Protest and Survive

Bruce Kent reflects on the achievements and shortcomings of the peace movement and anti-nuclear weapons campaigns of the 1980s, from a post-Cold War perspective.

The term peace movement frequently appeared in the press in the 1980s as ‘peace movement’. The quotation marks indicated a warning. ‘Peace’ was not then an ideologically clean word. Indeed, without quotation marks, the phrase sometimes caused irritation. Were other movements and organisations by implication ‘war movements’? In vain I used to point out that the Campaign for Nuclear Disarmament (CND) and its allies did not invent the phrase but were landed with it.
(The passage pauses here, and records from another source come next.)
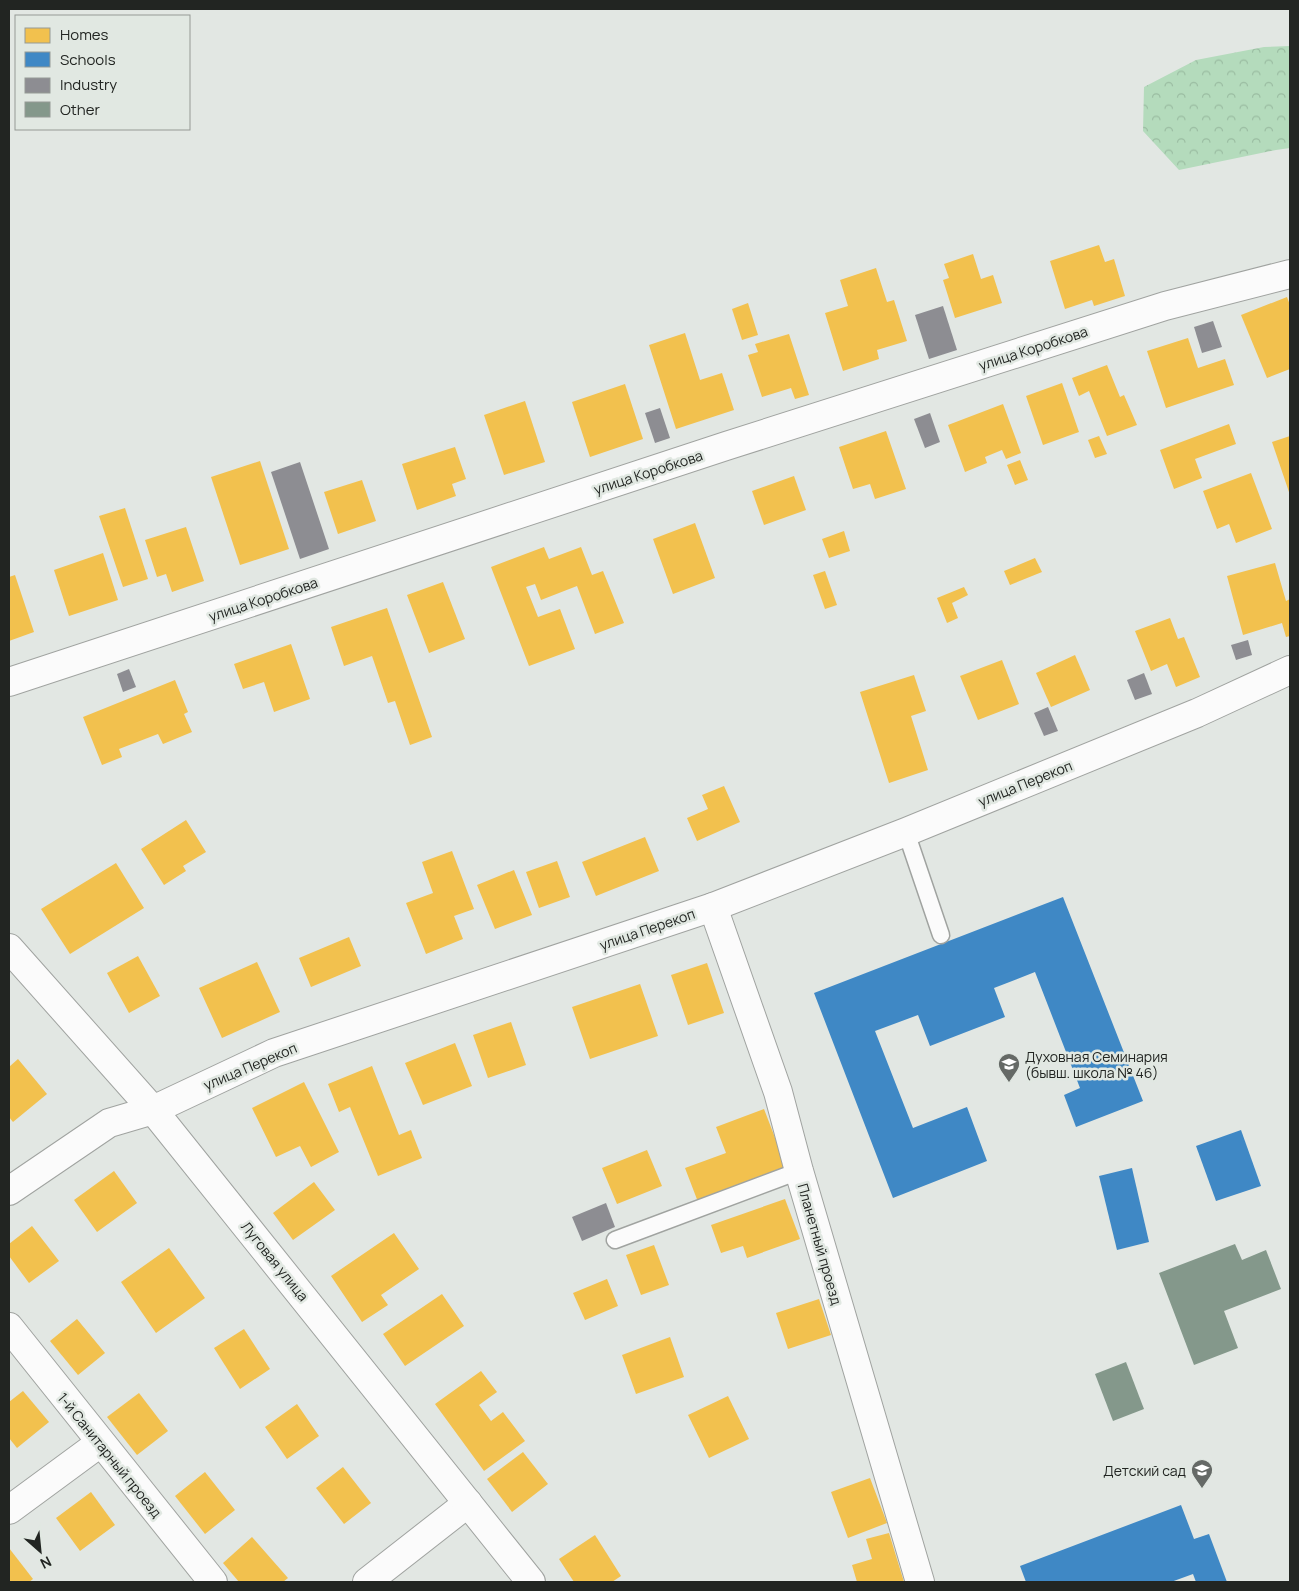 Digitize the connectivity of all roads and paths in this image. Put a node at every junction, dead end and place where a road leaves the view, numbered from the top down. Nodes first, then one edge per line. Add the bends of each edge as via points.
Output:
1 (1290, 274) edge
2 (1290, 670) edge
3 (9, 682) edge
4 (906, 832) junction
5 (713, 908) junction
6 (941, 935) dead end
7 (9, 948) edge
8 (154, 1110) junction
9 (799, 1171) junction
10 (9, 1191) edge
11 (615, 1240) dead end
12 (9, 1327) edge
13 (100, 1443) junction
14 (468, 1503) junction
15 (9, 1510) edge
16 (213, 1582) edge
17 (367, 1582) edge
18 (531, 1582) edge
19 (920, 1582) edge

1 - 3 street, улица Коробкова via 1166,306 707,452
2 - 4 street, улица Перекоп via 1197,713
4 - 5 street, улица Перекоп
4 - 6 lane
5 - 8 street, улица Перекоп via 274,1052
5 - 9 street, Планетный проезд via 778,1092
7 - 8 street, Луговая улица
8 - 10 street, улица Перекоп via 109,1123
8 - 14 street, Луговая улица
9 - 11 lane
9 - 19 street, Планетный проезд
12 - 13 street, 1-й Санитарный проезд
13 - 15 street
13 - 16 street, 1-й Санитарный проезд
14 - 17 street
14 - 18 street, Луговая улица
It was certainly not intended by us to be exclusive. If Pope Paul VI in his 1967 encyclical Populorum Progressio was correct (‘Peace is the fruit of anxious daily care to see that everyone lives in the justice that God intends’) then all those working for justice are working for peace. Amnesty International, the World Development Movement, the United Nations Association, the Red Cross, and a host of other individuals and groups make up the wider peace movement.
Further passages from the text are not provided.